## Get Street Names
---

#### Import Libraries

In [85]:
import spacy
import re
import pandas as pd
from spacy import displacy
from spacy.attrs import LOWER 
from collections import Counter
from spacy.matcher import Matcher
import numpy as np
import usaddress
import requests
nlp = spacy.load('en')

In [86]:
pd.options.display.max_colwidth = 1000

#### Refresh Stored Variables from Previous Notebooks

In [87]:
%store -r

#### Open Saved File and Print First Row

In [88]:
df = pd.read_csv('./data/transcripts.csv')
df.head(1)

Unnamed: 0,transcripts,confidence,tokens
0,we going to call Joe at the corner of BP's and Taraval,0.807508,"['we', 'going', 'to', 'call', 'joe', 'at', 'the', 'corner', 'of', ""bp's"", 'and', 'taraval']"
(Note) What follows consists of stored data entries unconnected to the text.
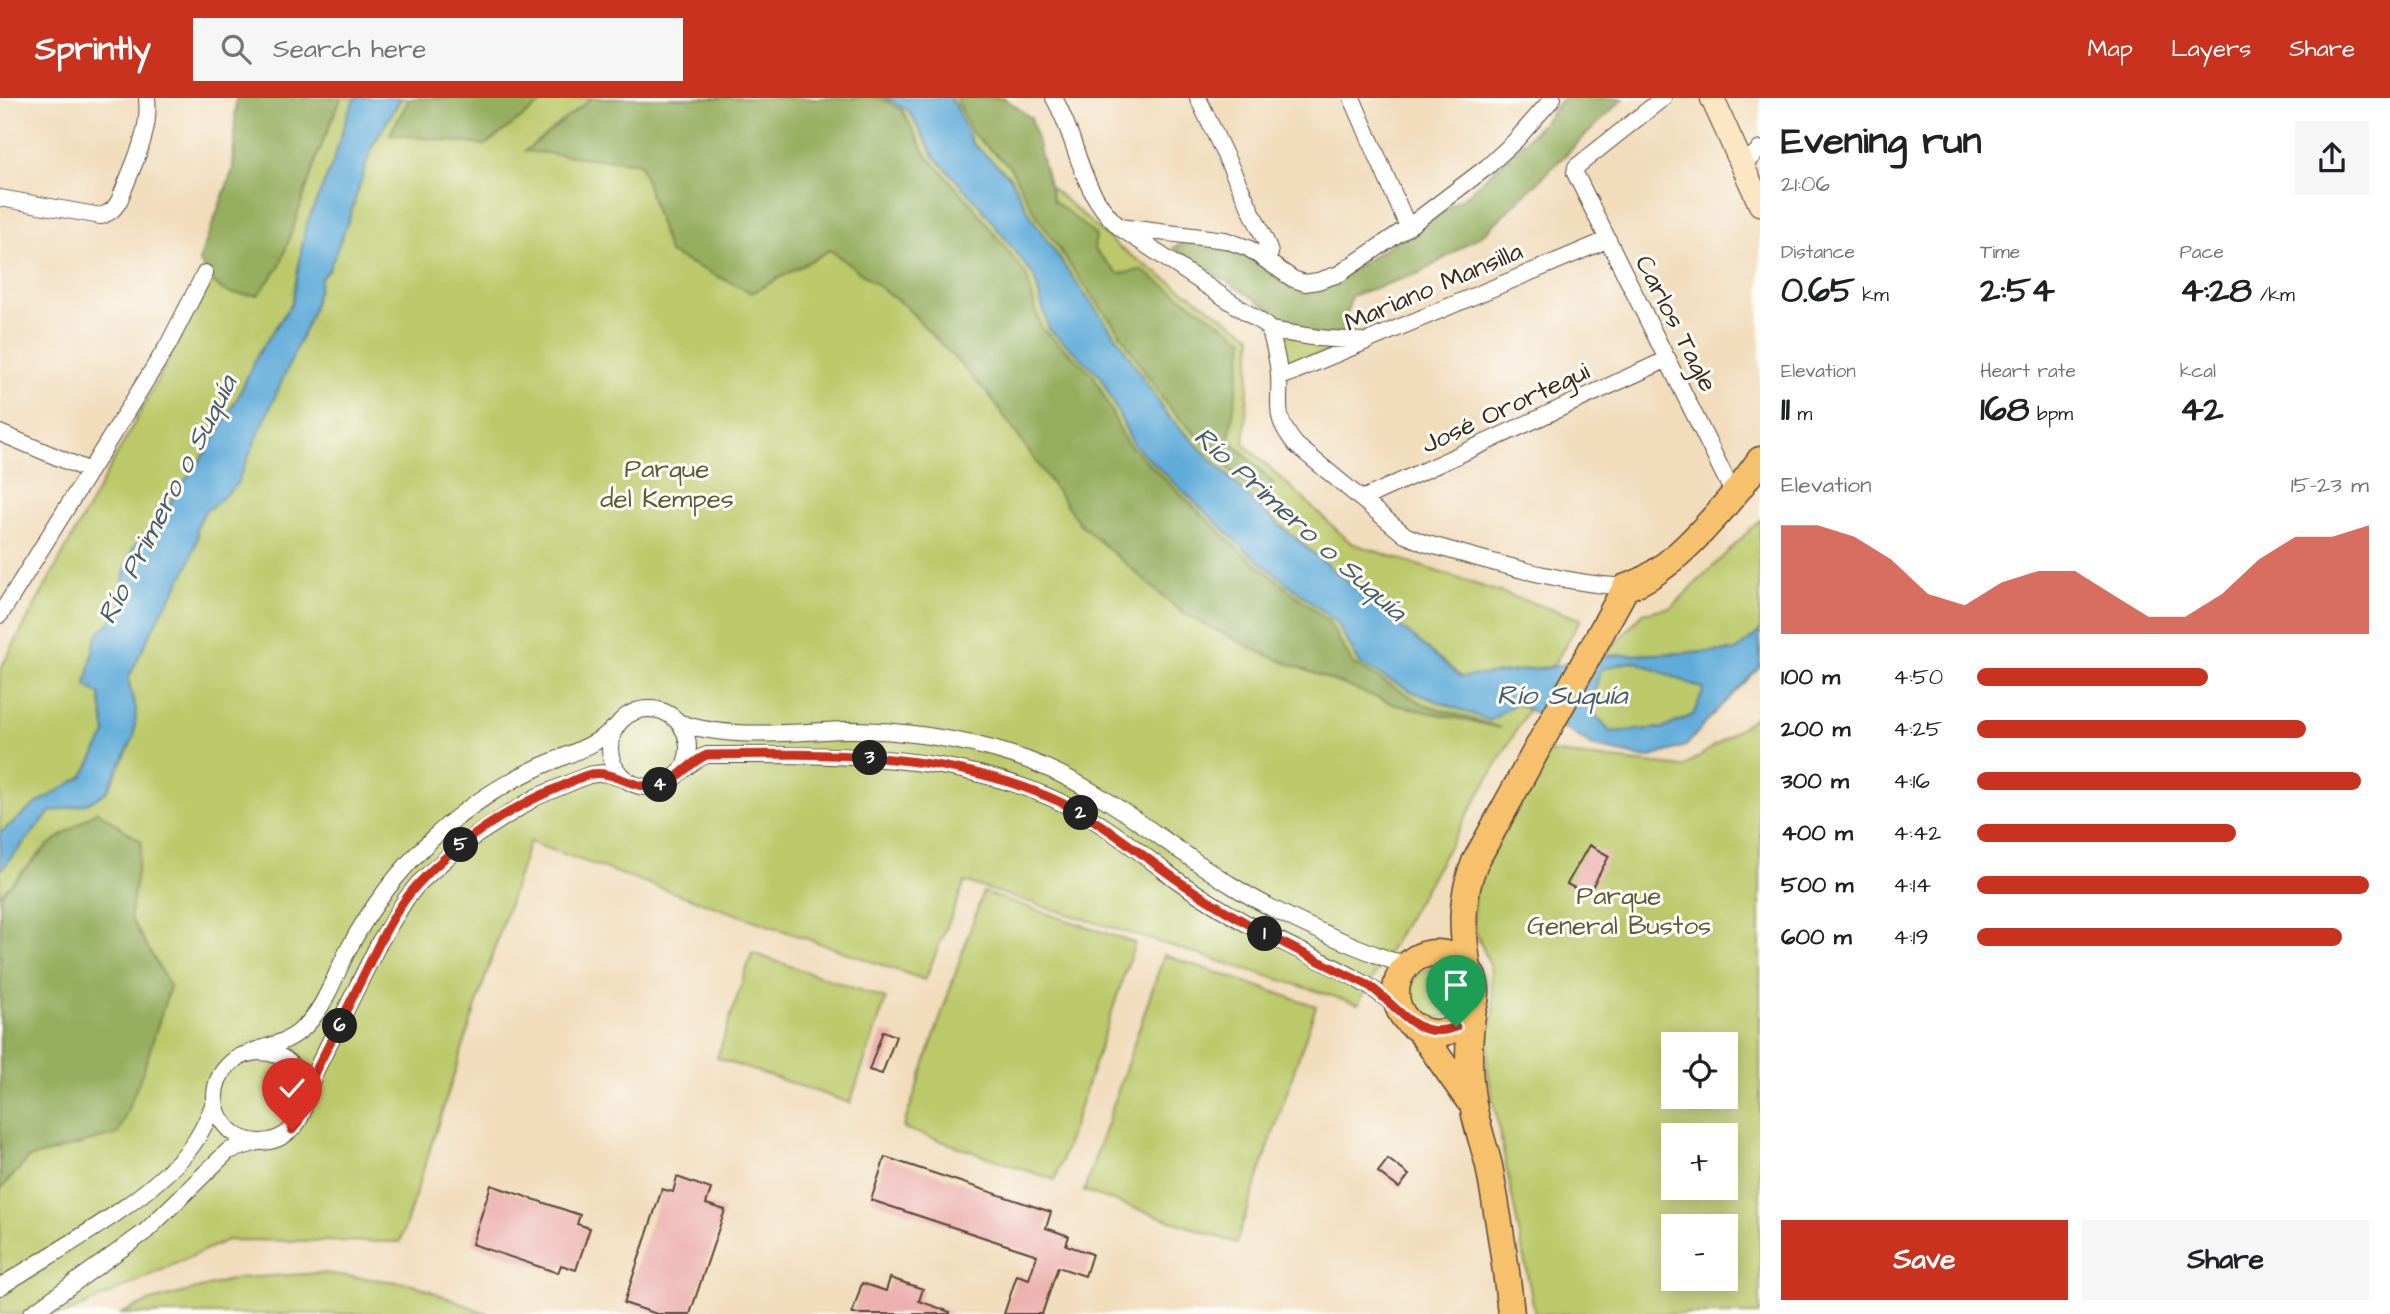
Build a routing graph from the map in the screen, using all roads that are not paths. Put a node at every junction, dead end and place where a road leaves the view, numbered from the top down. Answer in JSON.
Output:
{"nodes":[{"id":1,"x":1054,"y":98,"type":"edge"},
{"id":2,"x":1198,"y":98,"type":"edge"},
{"id":3,"x":1352,"y":98,"type":"edge"},
{"id":4,"x":1553,"y":98,"type":"edge"},
{"id":5,"x":1663,"y":98,"type":"edge"},
{"id":6,"x":1712,"y":98,"type":"edge"},
{"id":7,"x":147,"y":105,"type":"edge"},
{"id":8,"x":1760,"y":149,"type":"edge"},
{"id":9,"x":1742,"y":166,"type":"junction"},
{"id":10,"x":0,"y":198,"type":"edge"},
{"id":11,"x":1760,"y":204,"type":"edge"},
{"id":12,"x":1119,"y":227,"type":"junction"},
{"id":13,"x":1408,"y":227,"type":"junction"},
{"id":14,"x":1607,"y":240,"type":"junction"},
{"id":15,"x":1267,"y":261,"type":"junction"},
{"id":16,"x":205,"y":273,"type":"dead end"},
{"id":17,"x":1270,"y":330,"type":"junction"},
{"id":18,"x":1365,"y":341,"type":"junction"},
{"id":19,"x":1668,"y":359,"type":"junction"},
{"id":20,"x":1279,"y":378,"type":"junction"},
{"id":21,"x":0,"y":433,"type":"edge"},
{"id":22,"x":1760,"y":460,"type":"edge"},
{"id":23,"x":89,"y":471,"type":"junction"},
{"id":24,"x":1734,"y":495,"type":"junction"},
{"id":25,"x":1362,"y":499,"type":"junction"},
{"id":26,"x":1626,"y":587,"type":"junction"},
{"id":27,"x":0,"y":615,"type":"edge"},
{"id":28,"x":681,"y":723,"type":"junction"},
{"id":29,"x":614,"y":728,"type":"junction"},
{"id":30,"x":680,"y":772,"type":"junction"},
{"id":31,"x":627,"y":780,"type":"junction"},
{"id":32,"x":1463,"y":900,"type":"junction"},
{"id":33,"x":1418,"y":958,"type":"junction"},
{"id":34,"x":1468,"y":969,"type":"junction"},
{"id":35,"x":1473,"y":1008,"type":"junction"},
{"id":36,"x":1410,"y":1020,"type":"junction"},
{"id":37,"x":248,"y":1053,"type":"junction"},
{"id":38,"x":306,"y":1097,"type":"junction"},
{"id":39,"x":215,"y":1100,"type":"junction"},
{"id":40,"x":1473,"y":1106,"type":"junction"},
{"id":41,"x":258,"y":1142,"type":"junction"},
{"id":42,"x":0,"y":1287,"type":"edge"},
{"id":43,"x":31,"y":1314,"type":"edge"},
{"id":44,"x":1511,"y":1314,"type":"edge"}],
"edges":[{"from":1,"to":12,"type":"street"},
{"from":2,"to":15,"type":"street"},
{"from":3,"to":13,"type":"street"},
{"from":4,"to":13,"type":"street"},
{"from":5,"to":14,"type":"street","name":"Carlos Tagle"},
{"from":6,"to":9,"type":"main road"},
{"from":7,"to":10,"type":"street"},
{"from":8,"to":9,"type":"street"},
{"from":9,"to":11,"type":"main road"},
{"from":12,"to":15,"type":"street"},
{"from":12,"to":17,"type":"street"},
{"from":13,"to":15,"type":"street"},
{"from":14,"to":18,"type":"street","name":"Mariano Mansilla"},
{"from":14,"to":19,"type":"street","name":"Carlos Tagle"},
{"from":16,"to":23,"type":"street"},
{"from":17,"to":18,"type":"street"},
{"from":17,"to":20,"type":"street"},
{"from":18,"to":20,"type":"street","name":"Mariano Mansilla"},
{"from":19,"to":24,"type":"street","name":"Carlos Tagle"},
{"from":19,"to":25,"type":"street","name":"José Orortegui"},
{"from":20,"to":25,"type":"street"},
{"from":21,"to":23,"type":"street"},
{"from":22,"to":24,"type":"main road"},
{"from":23,"to":27,"type":"street"},
{"from":24,"to":26,"type":"main road"},
{"from":25,"to":26,"type":"street"},
{"from":26,"to":32,"type":"main road"},
{"from":28,"to":29,"type":"street"},
{"from":28,"to":30,"type":"street"},
{"from":28,"to":33,"type":"street"},
{"from":29,"to":31,"type":"street"},
{"from":29,"to":37,"type":"street"},
{"from":30,"to":31,"type":"street"},
{"from":30,"to":36,"type":"street"},
{"from":31,"to":38,"type":"street"},
{"from":32,"to":33,"type":"main road"},
{"from":32,"to":34,"type":"main road"},
{"from":33,"to":34,"type":"main road"},
{"from":33,"to":36,"type":"main road"},
{"from":34,"to":35,"type":"main road"},
{"from":35,"to":36,"type":"main road"},
{"from":35,"to":40,"type":"main road"},
{"from":36,"to":40,"type":"main road"},
{"from":37,"to":38,"type":"street"},
{"from":37,"to":39,"type":"street"},
{"from":38,"to":41,"type":"street"},
{"from":39,"to":41,"type":"street"},
{"from":39,"to":42,"type":"street"},
{"from":40,"to":44,"type":"main road"},
{"from":41,"to":43,"type":"street"}]}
#### Check Shape - How Many Observations

In [89]:
df.shape

(79, 3)

#### Find Possible Streets from Transcripts

In [90]:
# Building the Matcher entity and instantiating
matcher = Matcher(nlp.vocab)

# specifies what spacy does when it finds a match in the document. Here we just want to return the matches
def on_match(matcher, doc, id, matches):
    return matches

# building patterns for every road name, the condition being that the lowercase entity in the doc should match 
# the lowercase verion of the road name, so that capitalization wouldn't affect the model
def build_pattern(road_name):
    list_words = road_name.split(' ')
    
    # general words that appear a lot in the list. 
    # The reason why we do this is to still get a match if they are not present
    roads_general = ['ln','alley','rd', 'ct', 'dr', 'ave', 'way','blvd', 'path'
                     'st', 'cir','pl', 'terrace', 'area', 'bridge', 'highway', 'trail']
    if list_words[-1].lower() in roads_general:
        pattern = [{'LOWER': word.lower()} for word in list_words[:-1]]
        pattern.append({'op': '*', 'LOWER' : list_words[-1].lower()})
    else:
        pattern = [{'LOWER': word.lower()} for word in list_words]
    return pattern

# Get a pattern of every road
for road in streets_list:
    matcher.add(road, on_match, build_pattern(road))
    
# This function takes a string as input and returns it with every word capitalized
def capitalize_string(string_in):
    words = string_in.split(' ')
    string_out = ''
    for i in words:
        string_out += i.capitalize() + ' '
    string_out = string_out[:-1]
    return string_out   
    
# Look for locations in the transcript, then extract them
def location_extraction_context(string_in):
    doc = nlp(string_in)
    string_out = ''
    list_words = string_in.split(' ')
    matches = matcher(doc)
    if len(matches) == 0:
        return None
    indeces_to_pop = []
    
    # loop through the matches and delete those that are a subset of another. 
    # this was done because some road names have words in commond and we were getting 2 matches for some locations
    # here we eliminate the shorter one since the longest is clearly the one intended
    for a in range(len(matches)):
        for b in range(a+1, len(matches)):
            if (matches[a][2] == matches[b][2]):
                if (matches[a][1] < matches[b][1]):
                    indeces_to_pop.append(b)
                else:
                    indeces_to_pop.append(a)
    matches_final = [tup for index, tup in enumerate(matches) if index not in indeces_to_pop]
    
    # loop through the matches and add them to the string to return
    # matches consist of an id and the indeces of the first and last word that constitute the pattern in the document
    # we use the ids to extrat the locations from the rules in the Matcher instance and not from the text itself,
    # to make sure they all follow the same format
    for match in matches_final:
        list_pattern = matcher.get(match[0])[1][0]
        for token in list_pattern:
            string_out += token['LOWER'] + ' '
        string_out += ', '
    string_out = string_out[:-3]
    string_out = capitalize_string(string_out)
    return string_out

# Add a column with the extracted locations
df['streets'] = df['transcripts'].map(location_extraction_context)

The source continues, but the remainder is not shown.